Collected data entries
# # # # #
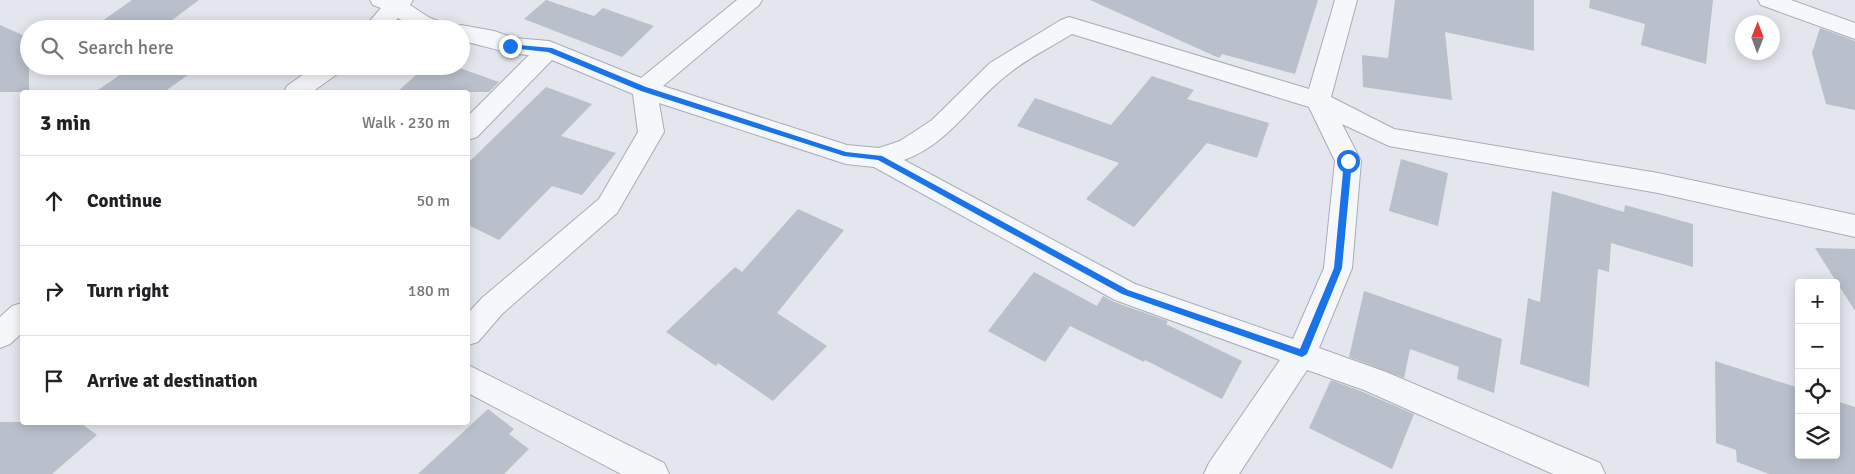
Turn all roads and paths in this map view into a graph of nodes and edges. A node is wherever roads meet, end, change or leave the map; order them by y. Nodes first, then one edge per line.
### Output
1 (752, 0) edge
2 (1346, 0) edge
3 (1769, 0) edge
4 (393, 3) edge
5 (381, 20) edge
6 (418, 20) edge
7 (1855, 31) edge
8 (470, 35) edge
9 (549, 49) junction
10 (320, 75) edge
11 (644, 89) junction
12 (299, 90) edge
13 (1318, 101) junction
14 (470, 129) edge
15 (879, 158) junction
16 (1855, 226) edge
17 (20, 317) edge
18 (470, 331) edge
19 (0, 335) edge
20 (1302, 354) junction
21 (470, 379) edge
22 (652, 474) edge
23 (1220, 474) edge
24 (1589, 474) edge

1 - 11 street
2 - 13 street
3 - 7 street
4 - 5 street
4 - 6 street
8 - 9 street
9 - 11 street
9 - 14 street
10 - 12 street
11 - 15 street
11 - 18 street
13 - 15 street
13 - 16 street
13 - 20 street
15 - 20 street
17 - 19 street
20 - 23 street
20 - 24 street
21 - 22 street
# # # # #
#### [Exercise prompt]
Return all the data above as written, leaving out only the pictures.

#### [Your response]
Turn all roads and paths in this map view into a graph of nodes and edges. A node is wherever roads meet, end, change or leave the map; order them by y. Nodes first, then one edge per line.
### Output
1 (752, 0) edge
2 (1346, 0) edge
3 (1769, 0) edge
4 (393, 3) edge
5 (381, 20) edge
6 (418, 20) edge
7 (1855, 31) edge
8 (470, 35) edge
9 (549, 49) junction
10 (320, 75) edge
11 (644, 89) junction
12 (299, 90) edge
13 (1318, 101) junction
14 (470, 129) edge
15 (879, 158) junction
16 (1855, 226) edge
17 (20, 317) edge
18 (470, 331) edge
19 (0, 335) edge
20 (1302, 354) junction
21 (470, 379) edge
22 (652, 474) edge
23 (1220, 474) edge
24 (1589, 474) edge

1 - 11 street
2 - 13 street
3 - 7 street
4 - 5 street
4 - 6 street
8 - 9 street
9 - 11 street
9 - 14 street
10 - 12 street
11 - 15 street
11 - 18 street
13 - 15 street
13 - 16 street
13 - 20 street
15 - 20 street
17 - 19 street
20 - 23 street
20 - 24 street
21 - 22 street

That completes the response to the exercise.